(Beginning of Data to examine)
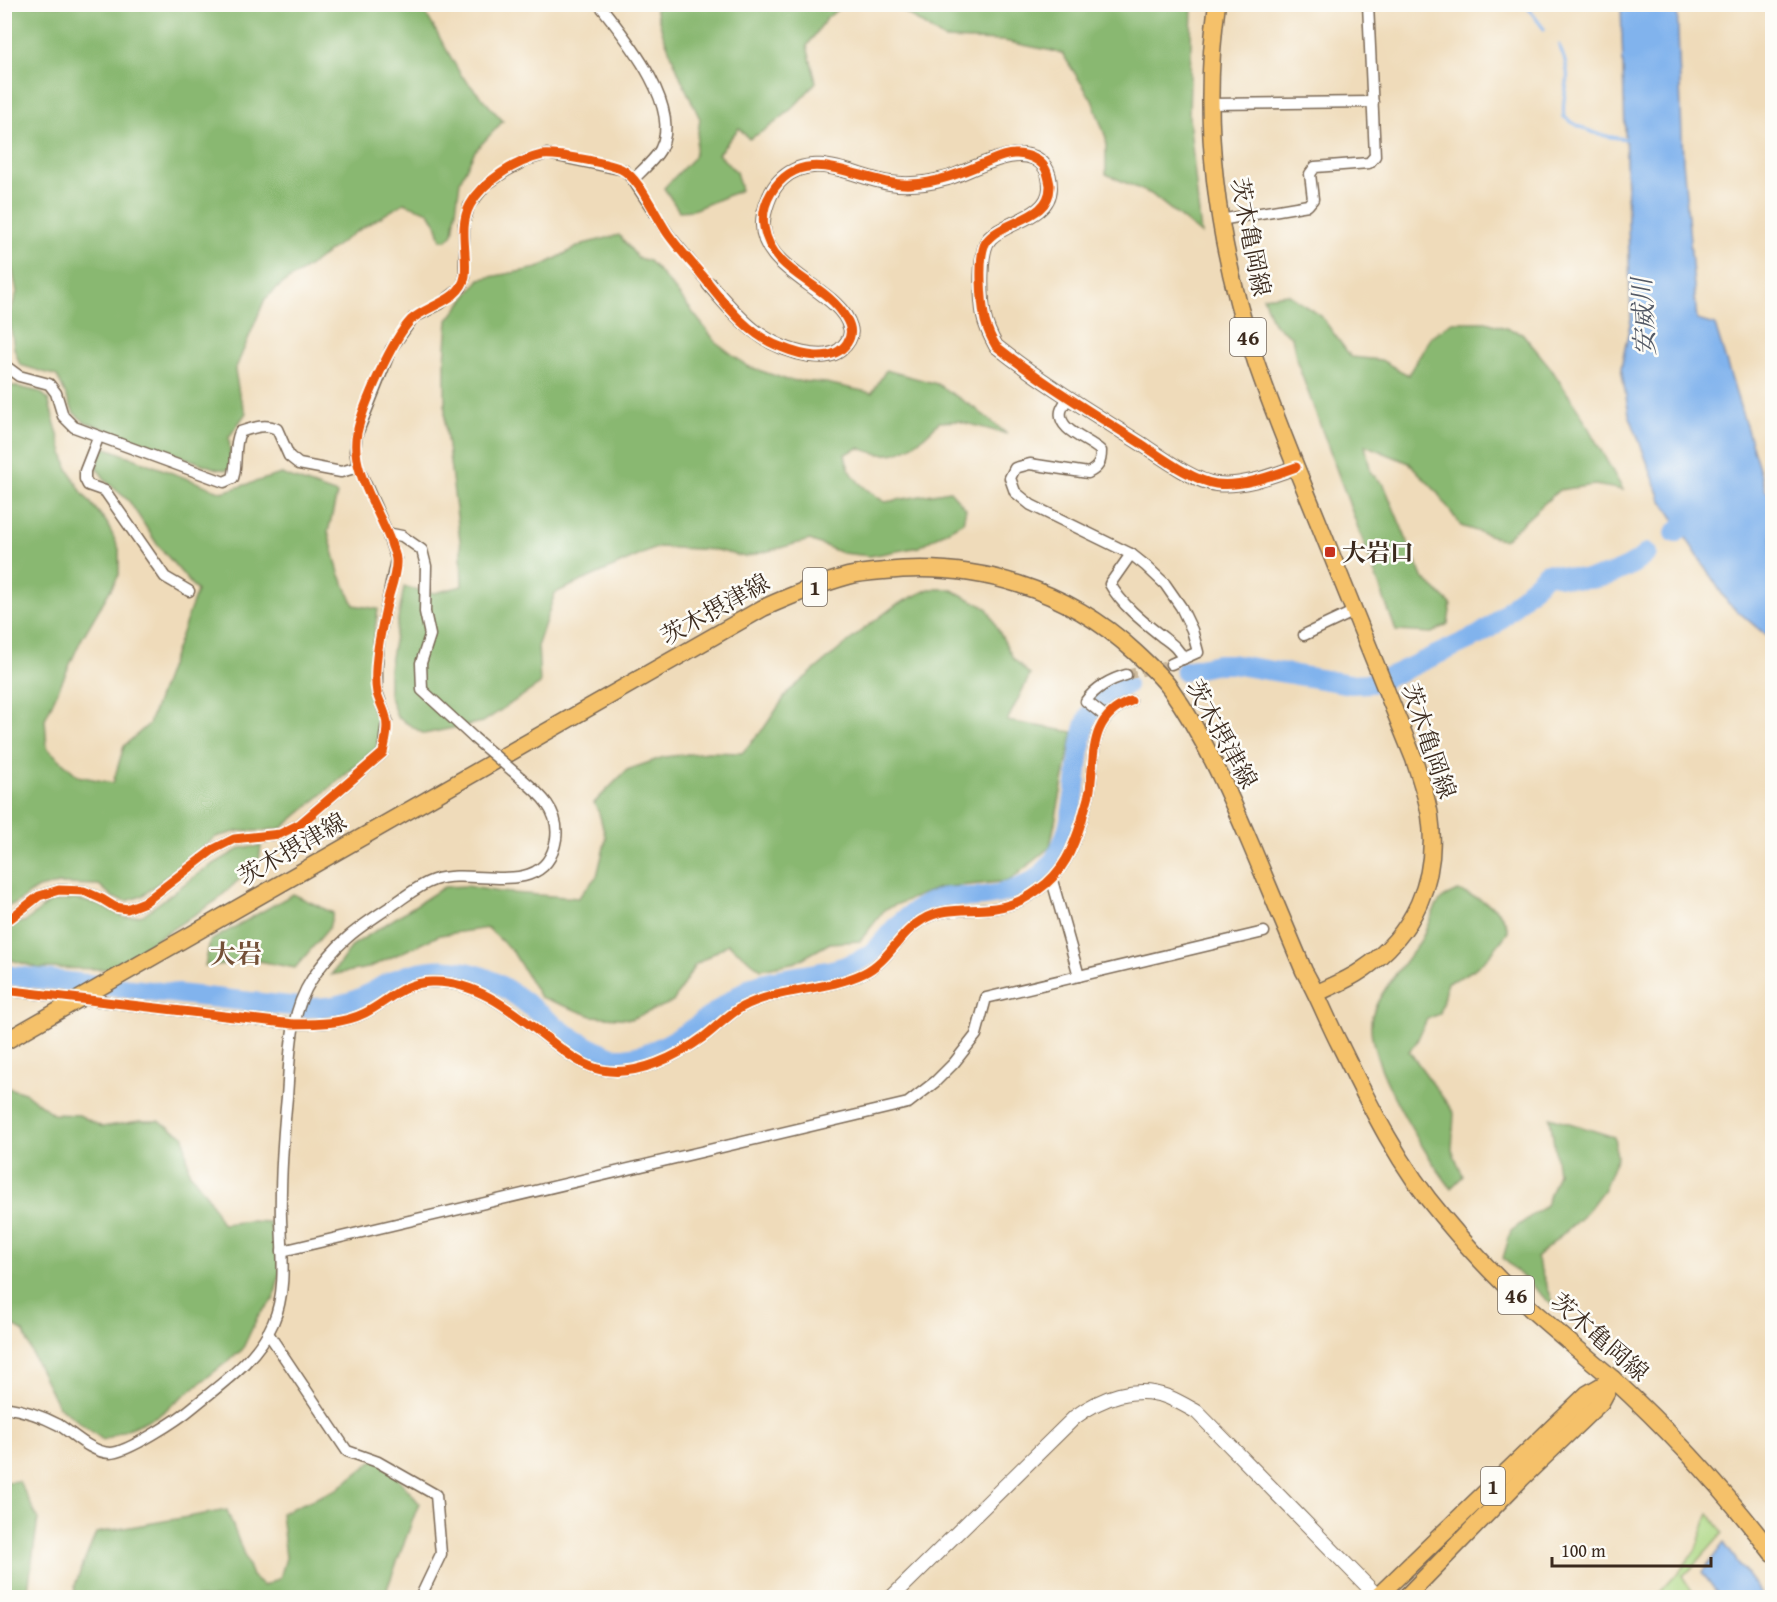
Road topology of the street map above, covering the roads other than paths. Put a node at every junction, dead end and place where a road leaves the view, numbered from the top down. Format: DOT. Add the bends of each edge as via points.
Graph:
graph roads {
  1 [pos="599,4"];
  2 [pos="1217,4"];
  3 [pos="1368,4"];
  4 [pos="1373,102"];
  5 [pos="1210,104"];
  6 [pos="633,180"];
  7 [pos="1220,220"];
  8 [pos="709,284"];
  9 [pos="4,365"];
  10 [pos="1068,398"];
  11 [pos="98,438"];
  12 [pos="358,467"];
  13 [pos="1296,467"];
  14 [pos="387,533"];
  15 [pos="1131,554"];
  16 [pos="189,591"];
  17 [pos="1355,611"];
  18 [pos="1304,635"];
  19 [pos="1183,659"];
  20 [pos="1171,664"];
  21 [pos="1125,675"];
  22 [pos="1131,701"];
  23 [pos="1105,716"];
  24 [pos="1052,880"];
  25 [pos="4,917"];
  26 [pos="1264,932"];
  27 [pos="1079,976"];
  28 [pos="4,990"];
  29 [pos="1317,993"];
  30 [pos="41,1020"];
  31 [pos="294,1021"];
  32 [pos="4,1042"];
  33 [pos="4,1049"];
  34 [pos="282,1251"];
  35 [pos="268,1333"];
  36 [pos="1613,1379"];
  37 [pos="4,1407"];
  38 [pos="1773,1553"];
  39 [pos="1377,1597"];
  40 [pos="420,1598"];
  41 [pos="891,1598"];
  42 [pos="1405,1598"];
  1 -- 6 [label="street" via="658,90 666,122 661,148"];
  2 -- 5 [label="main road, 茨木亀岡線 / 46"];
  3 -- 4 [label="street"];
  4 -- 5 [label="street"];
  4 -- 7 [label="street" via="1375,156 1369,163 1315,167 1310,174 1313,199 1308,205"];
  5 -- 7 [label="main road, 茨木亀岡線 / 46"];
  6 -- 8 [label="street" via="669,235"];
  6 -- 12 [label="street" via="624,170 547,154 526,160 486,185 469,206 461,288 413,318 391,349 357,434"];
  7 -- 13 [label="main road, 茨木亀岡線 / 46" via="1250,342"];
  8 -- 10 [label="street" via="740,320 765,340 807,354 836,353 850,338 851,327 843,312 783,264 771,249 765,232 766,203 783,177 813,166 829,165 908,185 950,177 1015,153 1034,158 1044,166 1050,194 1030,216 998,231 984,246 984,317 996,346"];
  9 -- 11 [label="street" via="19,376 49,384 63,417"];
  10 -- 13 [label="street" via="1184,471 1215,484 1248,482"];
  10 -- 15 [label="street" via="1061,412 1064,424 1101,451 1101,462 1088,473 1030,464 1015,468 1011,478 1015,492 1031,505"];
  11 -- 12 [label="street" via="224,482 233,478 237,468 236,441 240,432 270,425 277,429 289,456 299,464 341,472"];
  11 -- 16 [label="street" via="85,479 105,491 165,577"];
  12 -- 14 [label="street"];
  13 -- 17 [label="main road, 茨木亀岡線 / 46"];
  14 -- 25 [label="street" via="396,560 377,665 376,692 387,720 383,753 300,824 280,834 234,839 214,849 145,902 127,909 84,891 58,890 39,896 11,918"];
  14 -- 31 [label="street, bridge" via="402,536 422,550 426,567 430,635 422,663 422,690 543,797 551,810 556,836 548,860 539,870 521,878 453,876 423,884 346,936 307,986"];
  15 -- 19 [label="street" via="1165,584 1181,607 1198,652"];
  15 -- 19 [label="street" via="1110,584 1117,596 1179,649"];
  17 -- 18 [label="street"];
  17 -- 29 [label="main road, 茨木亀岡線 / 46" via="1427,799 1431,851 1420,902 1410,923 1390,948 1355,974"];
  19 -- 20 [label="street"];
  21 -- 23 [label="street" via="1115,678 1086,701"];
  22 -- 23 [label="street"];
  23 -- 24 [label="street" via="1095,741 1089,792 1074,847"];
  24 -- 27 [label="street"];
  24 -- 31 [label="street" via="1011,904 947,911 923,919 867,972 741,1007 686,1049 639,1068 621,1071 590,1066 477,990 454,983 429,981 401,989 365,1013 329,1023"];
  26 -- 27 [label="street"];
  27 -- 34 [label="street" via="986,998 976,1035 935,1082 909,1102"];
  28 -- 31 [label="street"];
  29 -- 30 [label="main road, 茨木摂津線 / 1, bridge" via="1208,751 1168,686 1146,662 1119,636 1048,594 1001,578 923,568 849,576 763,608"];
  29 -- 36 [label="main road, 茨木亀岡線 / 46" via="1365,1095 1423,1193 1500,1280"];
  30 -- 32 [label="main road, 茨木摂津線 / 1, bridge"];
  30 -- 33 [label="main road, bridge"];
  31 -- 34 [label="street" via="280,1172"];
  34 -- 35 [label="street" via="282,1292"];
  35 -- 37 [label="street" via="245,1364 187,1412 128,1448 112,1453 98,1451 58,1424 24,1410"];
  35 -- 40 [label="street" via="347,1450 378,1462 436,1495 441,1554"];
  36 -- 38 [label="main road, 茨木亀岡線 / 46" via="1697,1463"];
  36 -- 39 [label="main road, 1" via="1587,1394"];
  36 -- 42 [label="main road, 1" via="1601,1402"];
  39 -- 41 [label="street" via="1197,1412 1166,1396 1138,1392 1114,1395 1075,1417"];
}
(End of Data to examine)
## Work request
Word for word, quote the lines above. Omit the pictures.

## Task answer
Road topology of the street map above, covering the roads other than paths. Put a node at every junction, dead end and place where a road leaves the view, numbered from the top down. Format: DOT. Add the bends of each edge as via points.
Graph:
graph roads {
  1 [pos="599,4"];
  2 [pos="1217,4"];
  3 [pos="1368,4"];
  4 [pos="1373,102"];
  5 [pos="1210,104"];
  6 [pos="633,180"];
  7 [pos="1220,220"];
  8 [pos="709,284"];
  9 [pos="4,365"];
  10 [pos="1068,398"];
  11 [pos="98,438"];
  12 [pos="358,467"];
  13 [pos="1296,467"];
  14 [pos="387,533"];
  15 [pos="1131,554"];
  16 [pos="189,591"];
  17 [pos="1355,611"];
  18 [pos="1304,635"];
  19 [pos="1183,659"];
  20 [pos="1171,664"];
  21 [pos="1125,675"];
  22 [pos="1131,701"];
  23 [pos="1105,716"];
  24 [pos="1052,880"];
  25 [pos="4,917"];
  26 [pos="1264,932"];
  27 [pos="1079,976"];
  28 [pos="4,990"];
  29 [pos="1317,993"];
  30 [pos="41,1020"];
  31 [pos="294,1021"];
  32 [pos="4,1042"];
  33 [pos="4,1049"];
  34 [pos="282,1251"];
  35 [pos="268,1333"];
  36 [pos="1613,1379"];
  37 [pos="4,1407"];
  38 [pos="1773,1553"];
  39 [pos="1377,1597"];
  40 [pos="420,1598"];
  41 [pos="891,1598"];
  42 [pos="1405,1598"];
  1 -- 6 [label="street" via="658,90 666,122 661,148"];
  2 -- 5 [label="main road, 茨木亀岡線 / 46"];
  3 -- 4 [label="street"];
  4 -- 5 [label="street"];
  4 -- 7 [label="street" via="1375,156 1369,163 1315,167 1310,174 1313,199 1308,205"];
  5 -- 7 [label="main road, 茨木亀岡線 / 46"];
  6 -- 8 [label="street" via="669,235"];
  6 -- 12 [label="street" via="624,170 547,154 526,160 486,185 469,206 461,288 413,318 391,349 357,434"];
  7 -- 13 [label="main road, 茨木亀岡線 / 46" via="1250,342"];
  8 -- 10 [label="street" via="740,320 765,340 807,354 836,353 850,338 851,327 843,312 783,264 771,249 765,232 766,203 783,177 813,166 829,165 908,185 950,177 1015,153 1034,158 1044,166 1050,194 1030,216 998,231 984,246 984,317 996,346"];
  9 -- 11 [label="street" via="19,376 49,384 63,417"];
  10 -- 13 [label="street" via="1184,471 1215,484 1248,482"];
  10 -- 15 [label="street" via="1061,412 1064,424 1101,451 1101,462 1088,473 1030,464 1015,468 1011,478 1015,492 1031,505"];
  11 -- 12 [label="street" via="224,482 233,478 237,468 236,441 240,432 270,425 277,429 289,456 299,464 341,472"];
  11 -- 16 [label="street" via="85,479 105,491 165,577"];
  12 -- 14 [label="street"];
  13 -- 17 [label="main road, 茨木亀岡線 / 46"];
  14 -- 25 [label="street" via="396,560 377,665 376,692 387,720 383,753 300,824 280,834 234,839 214,849 145,902 127,909 84,891 58,890 39,896 11,918"];
  14 -- 31 [label="street, bridge" via="402,536 422,550 426,567 430,635 422,663 422,690 543,797 551,810 556,836 548,860 539,870 521,878 453,876 423,884 346,936 307,986"];
  15 -- 19 [label="street" via="1165,584 1181,607 1198,652"];
  15 -- 19 [label="street" via="1110,584 1117,596 1179,649"];
  17 -- 18 [label="street"];
  17 -- 29 [label="main road, 茨木亀岡線 / 46" via="1427,799 1431,851 1420,902 1410,923 1390,948 1355,974"];
  19 -- 20 [label="street"];
  21 -- 23 [label="street" via="1115,678 1086,701"];
  22 -- 23 [label="street"];
  23 -- 24 [label="street" via="1095,741 1089,792 1074,847"];
  24 -- 27 [label="street"];
  24 -- 31 [label="street" via="1011,904 947,911 923,919 867,972 741,1007 686,1049 639,1068 621,1071 590,1066 477,990 454,983 429,981 401,989 365,1013 329,1023"];
  26 -- 27 [label="street"];
  27 -- 34 [label="street" via="986,998 976,1035 935,1082 909,1102"];
  28 -- 31 [label="street"];
  29 -- 30 [label="main road, 茨木摂津線 / 1, bridge" via="1208,751 1168,686 1146,662 1119,636 1048,594 1001,578 923,568 849,576 763,608"];
  29 -- 36 [label="main road, 茨木亀岡線 / 46" via="1365,1095 1423,1193 1500,1280"];
  30 -- 32 [label="main road, 茨木摂津線 / 1, bridge"];
  30 -- 33 [label="main road, bridge"];
  31 -- 34 [label="street" via="280,1172"];
  34 -- 35 [label="street" via="282,1292"];
  35 -- 37 [label="street" via="245,1364 187,1412 128,1448 112,1453 98,1451 58,1424 24,1410"];
  35 -- 40 [label="street" via="347,1450 378,1462 436,1495 441,1554"];
  36 -- 38 [label="main road, 茨木亀岡線 / 46" via="1697,1463"];
  36 -- 39 [label="main road, 1" via="1587,1394"];
  36 -- 42 [label="main road, 1" via="1601,1402"];
  39 -- 41 [label="street" via="1197,1412 1166,1396 1138,1392 1114,1395 1075,1417"];
}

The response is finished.